EnsemblGSOC / Ensembl-Repeat-Identification

A Deep Learning repository for predicting the location and type of repeat sequence in genome.
4 stars 3 forks source link

Simple data analysis about repeat sequence. #22

Closed yangtcai closed 2 years ago

yangtcai commented 2 years ago

There is a big issue with our repeat sequence datasets. I did a quick analysis on chr1, I found there will produce 165970 segments of 2k length, but only 6442 segments that have repeat class annotations.

image

Should we drop the sample which has no repeat class annotations? and also I think those samples are not false samples, as It will not contribute to the gradient in training, does my understanding is correct?

williamstark01 commented 2 years ago

I think you are right about the gradient not being affected by sequences that don't include repeats we are training for, good observation.

Something related to that, how do you think it's best to handle partially included repeats? Currently we are removing them completely, but if a repeat is included for the most part but not completely in a sequence we are using for training, we are actually providing the wrong label to the network.

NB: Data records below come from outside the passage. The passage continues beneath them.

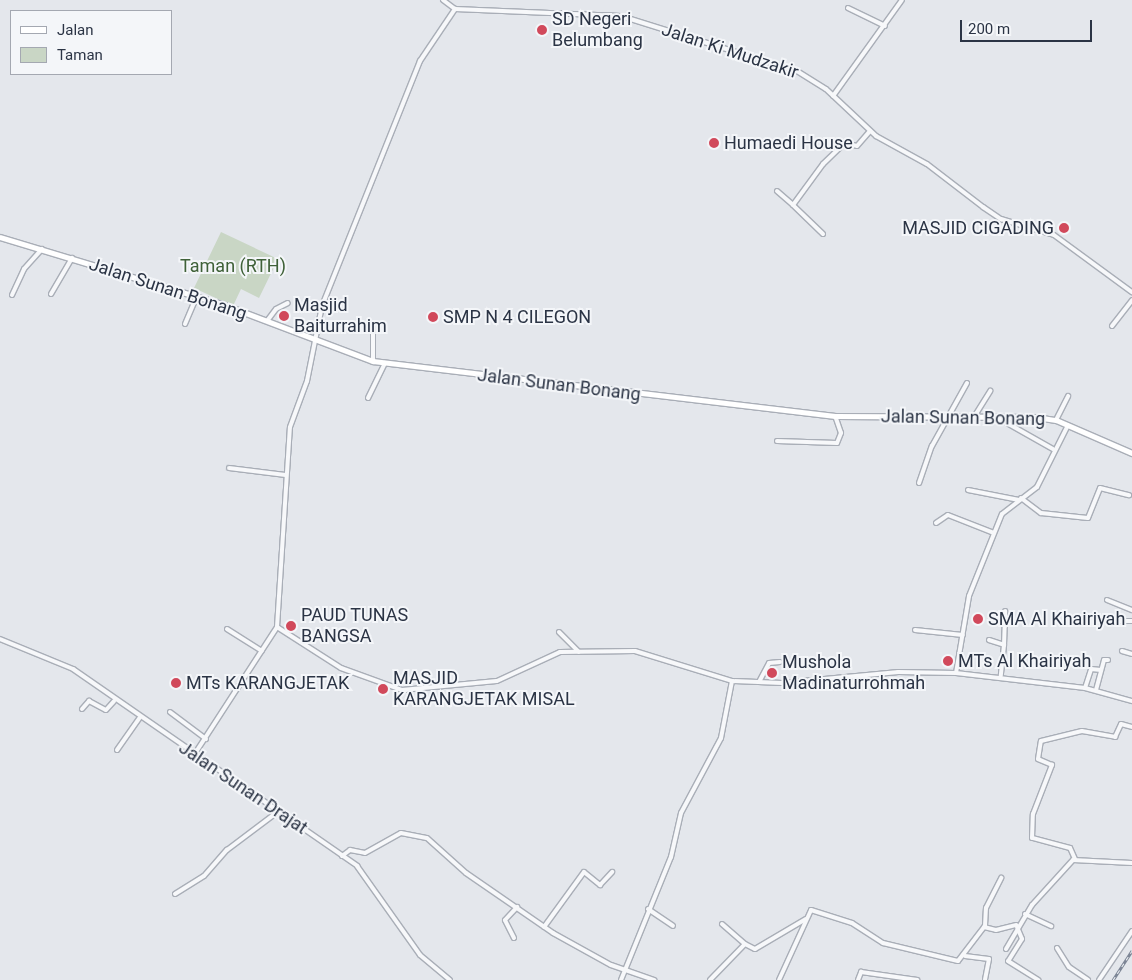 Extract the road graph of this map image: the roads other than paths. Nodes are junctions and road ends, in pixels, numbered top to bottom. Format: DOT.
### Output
graph roads {
  1 [pos="443,0"];
  2 [pos="902,0"];
  3 [pos="848,8"];
  4 [pos="455,9"];
  5 [pos="885,26"];
  6 [pos="833,96"];
  7 [pos="870,131"];
  8 [pos="777,191"];
  9 [pos="794,205"];
  10 [pos="823,234"];
  11 [pos="0,237"];
  12 [pos="42,248"];
  13 [pos="72,258"];
  14 [pos="1132,292"];
  15 [pos="51,294"];
  16 [pos="12,295"];
  17 [pos="197,296"];
  18 [pos="1132,300"];
  19 [pos="288,303"];
  20 [pos="267,321"];
  21 [pos="185,324"];
  22 [pos="1112,326"];
  23 [pos="373,328"];
  24 [pos="315,340"];
  25 [pos="372,360"];
  26 [pos="385,363"];
  27 [pos="967,384"];
  28 [pos="990,391"];
  29 [pos="1068,396"];
  30 [pos="368,398"];
  31 [pos="835,416"];
  32 [pos="950,417"];
  33 [pos="973,418"];
  34 [pos="998,418"];
  35 [pos="1056,420"];
  36 [pos="1068,425"];
  37 [pos="777,441"];
  38 [pos="1054,450"];
  39 [pos="1132,453"];
  40 [pos="229,468"];
  41 [pos="286,475"];
  42 [pos="919,483"];
  43 [pos="968,490"];
  44 [pos="1129,495"];
  45 [pos="1020,499"];
  46 [pos="936,523"];
  47 [pos="994,533"];
  48 [pos="1107,600"];
  49 [pos="1132,610"];
  50 [pos="1005,611"];
  51 [pos="1102,621"];
  52 [pos="1132,621"];
  53 [pos="277,627"];
  54 [pos="228,629"];
  55 [pos="915,630"];
  56 [pos="559,632"];
  57 [pos="963,636"];
  58 [pos="0,639"];
  59 [pos="989,640"];
  60 [pos="1004,645"];
  61 [pos="262,650"];
  62 [pos="1122,651"];
  63 [pos="579,652"];
  64 [pos="1132,654"];
  65 [pos="1108,660"];
  66 [pos="780,662"];
  67 [pos="1101,670"];
  68 [pos="956,673"];
  69 [pos="1001,676"];
  70 [pos="732,681"];
  71 [pos="759,682"];
  72 [pos="1085,688"];
  73 [pos="1096,690"];
  74 [pos="114,701"];
  75 [pos="1132,701"];
  76 [pos="82,709"];
  77 [pos="170,712"];
  78 [pos="139,718"];
  79 [pos="1132,727"];
  80 [pos="206,739"];
  81 [pos="117,750"];
  82 [pos="194,755"];
  83 [pos="278,811"];
  84 [pos="342,856"];
  85 [pos="1075,859"];
  86 [pos="1132,863"];
  87 [pos="612,872"];
  88 [pos="1001,878"];
  89 [pos="175,894"];
  90 [pos="517,908"];
  91 [pos="648,909"];
  92 [pos="1025,914"];
  93 [pos="806,919"];
  94 [pos="722,924"];
  95 [pos="673,926"];
  96 [pos="985,926"];
  97 [pos="1017,926"];
  98 [pos="1051,926"];
  99 [pos="544,927"];
  100 [pos="1132,930"];
  101 [pos="514,938"];
  102 [pos="745,944"];
  103 [pos="1057,948"];
  104 [pos="1006,949"];
  105 [pos="965,956"];
  106 [pos="625,970"];
  107 [pos="450,980"];
  108 [pos="621,980"];
  109 [pos="654,980"];
  110 [pos="710,980"];
  111 [pos="779,980"];
  112 [pos="858,980"];
  113 [pos="917,980"];
  114 [pos="986,980"];
  115 [pos="1039,980"];
  116 [pos="1088,980"];
  117 [pos="1099,980"];
  1 -- 4 [label="street"];
  2 -- 5 [label="street"];
  3 -- 5 [label="street"];
  4 -- 6 [label="street, Jalan Ki Mudzakir"];
  4 -- 24 [label="street"];
  5 -- 6 [label="street"];
  6 -- 7 [label="street, Jalan Ki Mudzakir"];
  7 -- 9 [label="street"];
  7 -- 14 [label="street, Jalan Ki Mudzakir"];
  8 -- 9 [label="street"];
  9 -- 10 [label="street"];
  11 -- 12 [label="street, Jalan Sunan Bonang"];
  12 -- 13 [label="street, Jalan Sunan Bonang"];
  12 -- 16 [label="street"];
  13 -- 15 [label="street"];
  13 -- 17 [label="street, Jalan Sunan Bonang"];
  17 -- 20 [label="street, Jalan Sunan Bonang"];
  17 -- 21 [label="street"];
  18 -- 22 [label="street"];
  19 -- 20 [label="street"];
  20 -- 24 [label="street, Jalan Sunan Bonang"];
  23 -- 25 [label="street"];
  24 -- 25 [label="street, Jalan Sunan Bonang"];
  24 -- 41 [label="street"];
  25 -- 26 [label="street, Jalan Sunan Bonang"];
  26 -- 30 [label="street"];
  26 -- 31 [label="street, Jalan Sunan Bonang"];
  27 -- 32 [label="street"];
  28 -- 33 [label="street"];
  29 -- 35 [label="street"];
  31 -- 32 [label="street, Jalan Sunan Bonang"];
  31 -- 37 [label="street"];
  32 -- 33 [label="street, Jalan Sunan Bonang"];
  32 -- 42 [label="street"];
  33 -- 34 [label="street, Jalan Sunan Bonang"];
  34 -- 35 [label="street, Jalan Sunan Bonang"];
  34 -- 38 [label="street"];
  35 -- 36 [label="street, Jalan Sunan Bonang"];
  36 -- 38 [label="street"];
  36 -- 39 [label="street, Jalan Sunan Bonang"];
  38 -- 45 [label="street"];
  40 -- 41 [label="street"];
  41 -- 53 [label="street"];
  43 -- 45 [label="street"];
  44 -- 45 [label="street"];
  45 -- 47 [label="street"];
  46 -- 47 [label="street"];
  47 -- 57 [label="street"];
  48 -- 49 [label="street"];
  50 -- 60 [label="street"];
  51 -- 52 [label="street"];
  53 -- 61 [label="street"];
  53 -- 63 [label="street"];
  54 -- 61 [label="street"];
  55 -- 57 [label="street"];
  56 -- 63 [label="street"];
  57 -- 68 [label="street"];
  58 -- 74 [label="street, Jalan Sunan Drajat"];
  59 -- 60 [label="street"];
  60 -- 69 [label="street"];
  61 -- 80 [label="street"];
  62 -- 64 [label="street"];
  63 -- 70 [label="street"];
  65 -- 67 [label="street"];
  66 -- 71 [label="street"];
  67 -- 72 [label="street"];
  67 -- 73 [label="street"];
  68 -- 69 [label="street"];
  68 -- 71 [label="street"];
  69 -- 72 [label="street"];
  70 -- 71 [label="street"];
  70 -- 91 [label="street"];
  72 -- 73 [label="street"];
  73 -- 75 [label="street"];
  74 -- 76 [label="street"];
  74 -- 78 [label="street, Jalan Sunan Drajat"];
  77 -- 80 [label="street"];
  78 -- 81 [label="street"];
  78 -- 82 [label="street, Jalan Sunan Drajat"];
  79 -- 85 [label="street"];
  80 -- 82 [label="street"];
  82 -- 83 [label="street, Jalan Sunan Drajat"];
  83 -- 84 [label="street, Jalan Sunan Drajat"];
  83 -- 89 [label="street"];
  84 -- 90 [label="street"];
  84 -- 107 [label="street, Jalan Sunan Drajat"];
  85 -- 86 [label="street"];
  85 -- 92 [label="street"];
  87 -- 99 [label="street"];
  88 -- 96 [label="street"];
  90 -- 99 [label="street"];
  90 -- 101 [label="street"];
  91 -- 95 [label="street"];
  91 -- 106 [label="street"];
  92 -- 97 [label="street"];
  92 -- 98 [label="street"];
  93 -- 102 [label="street"];
  93 -- 105 [label="street"];
  93 -- 111 [label="street"];
  94 -- 102 [label="street"];
  96 -- 97 [label="street"];
  96 -- 105 [label="street"];
  97 -- 104 [label="street"];
  97 -- 115 [label="street"];
  99 -- 106 [label="street"];
  100 -- 117 [label="street"];
  102 -- 110 [label="street"];
  103 -- 116 [label="street"];
  105 -- 114 [label="street"];
  106 -- 108 [label="street"];
  106 -- 109 [label="street"];
  112 -- 113 [label="street"];
}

        repeats_in_sequence = anno_df.loc[
            (anno_df["start"] >= start)
            & (anno_df["end"] <= end)
            & (anno_df["start"] < anno_df["end"])
        ]
yangtcai commented 2 years ago

I think it's another big issue we should consider, I did not realize it before you pointed it out. The labels are crucial for generating our training datasets, I will fix the wrong label as soon as possible. The solution should be to save all the repeat sequences, just like the following picture. Black lines mean two segments and the red line means repeat sequence, if the segments of 2k contain it, we will split the original repeat into two parts.

image

What do you think about this?

williamstark01 commented 2 years ago

Nice description and I think that's a good solution, let's handle it this way.